« La Vie des choses », de Remo Bodei
On croit savoir où elles sont. A leur place, évidemment, qui est supposée tranquille, bien délimitée une fois pour toutes. Les choses sont en effet placides, on devrait plutôt dire inertes. Elles demeurent là où nous les avons posées, et restent à portée de main. On les prend, on les utilise, puis on les oublie, ou même on les jette. Corvéables, remplaçables, destructibles… Voilà ce qu’on se dit.

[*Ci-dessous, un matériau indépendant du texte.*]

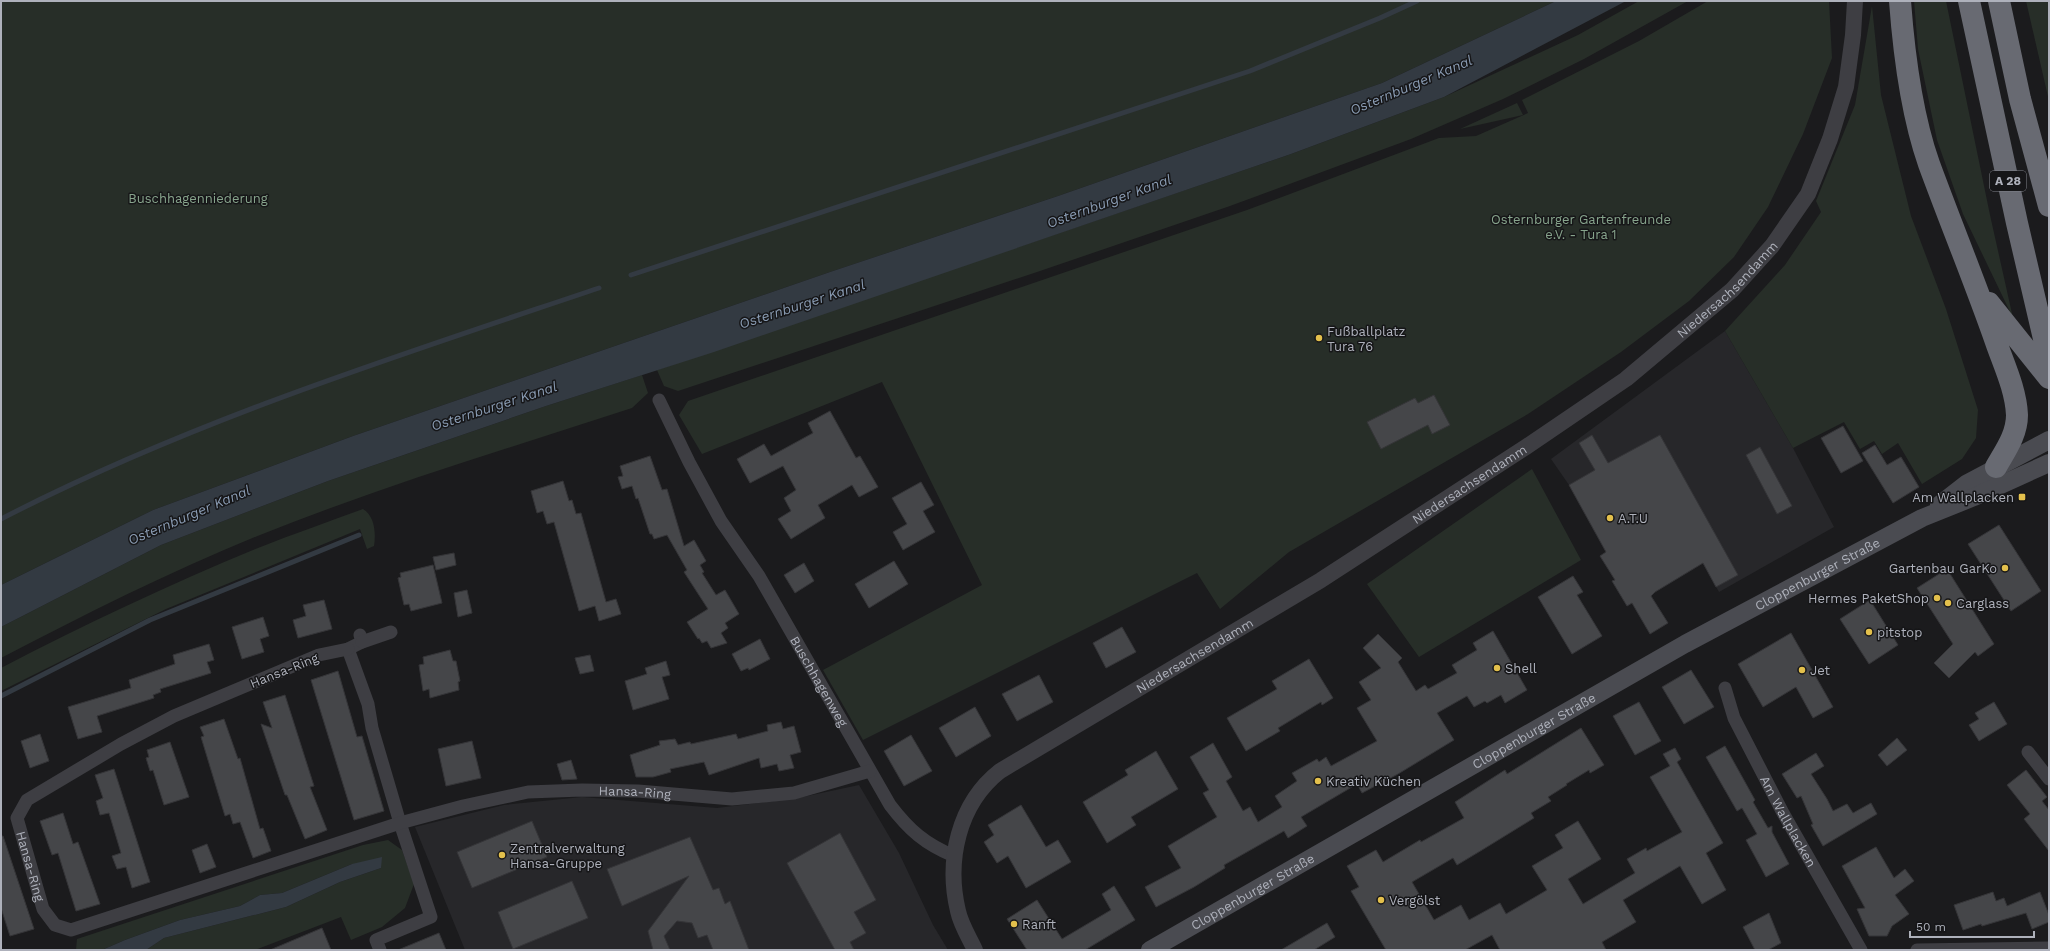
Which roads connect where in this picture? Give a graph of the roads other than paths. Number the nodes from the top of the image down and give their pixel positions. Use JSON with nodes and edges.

En fait, nous n’en savons rien. Et si, la nuit, par exemple, elles se comportaient tout autrement ? Si elles perdaient la netteté de leurs contours, la clarté de leur séparation ? Peut-être deviennent-elles indiscernables, imprévisibles, à proprement parler impensables ? Ce ne sont là, dira-t-on, que délires et fantasmagories. Pas sûr.
La face cachée du pensable
De vieux poètes latins l’avaient déjà entrevu. L’aube remet les choses à leur place, la lumière les écarte et les précise. Mais, dans l’obscurité, notre regard échoue à maîtriser quoi que ce soit. Et nos mots ne fonctionnent plus. Alors, elles vivent leur vie – inconnue, inconcevable et diverse. D’ailleurs, il n’y a pas que dans le noir que les choses s’agitent. A tout instant, elles tissent avec nos existences des liens profonds, multiples et souvent inaperçus.
Il est rare qu’un philosophe y prenne garde et s’en soucie vraiment. Car s’aventurer dans ces parages suppose de cheminer vers la face cachée du visible et du pensable, d’abandonner les boussoles habituelles, donc de ne pas craindre de longer parfois la folie. Rien qui effraie Remo Bodei, auteur de plusieurs livres sur les frontières de la raison, notamment Logiques du délire (Aubier, 2002). Il scrute aujourd’hui La Vie des choses avec un rare bonheur.
Il faut rappeler que ce penseur à la trajectoire internationale est l’un des plus originaux de l’époque, bien que sa notoriété, en France, soit encore modeste. Né en Sardaigne en 1938, Remo Bodei s’est formé à Pise à la philosophie hégélienne, puis en Allemagne à la phénoménologie, auprès notamment d’Eugen Fink, d’Ernst Bloch et de Karl Löwith. Après avoir été longtemps professeur à l’Ecole normale de Pise, il enseigne aujourd’hui la philosophie à l’université de Californie à Los Angeles (UCLA). Sa principale caractéristique est sans doute d’entrecroiser une immense culture philosophique et littéraire avec une forme aiguë de sensibilité.
Nœuds énigmatiques
C’est ce qui fait de ce court essai un chef-d’œuvre en son genre. On y trouvera tout ce qu’il faut de références savantes, de Virgile à Husserl, d’Aristote à Proust, sans oublier historiens et anthropologues. Mais cette vaste érudition n’est pas aux commandes. Au contraire, elle est au service d’un voyage insolite et fécond explorant les énigmatiques nœuds de relations tissés, à notre insu, entre nous et les choses. Marquées tour à tour par la beauté ou la banalité, l’obsolescence ou la durabilité, la rareté ou le fatras, les choses, porteuses de traces humaines et d’éclats divins, ne sont jamais exactement là où nous les croyons.
« La brièveté de la vie et les hasards de la naissance, qui enferment chacun dans un temps et un espace limités, nous permettent d’entrer en contact seulement avec un certain nombre de choses », souligne Remo Bodei. Pareille restriction ne saurait être cause de tristesse, puisqu’on se rend compte aisément, dès lors qu’on lui accorde l’attention qu’elle mérite, que chaque chose est infinie.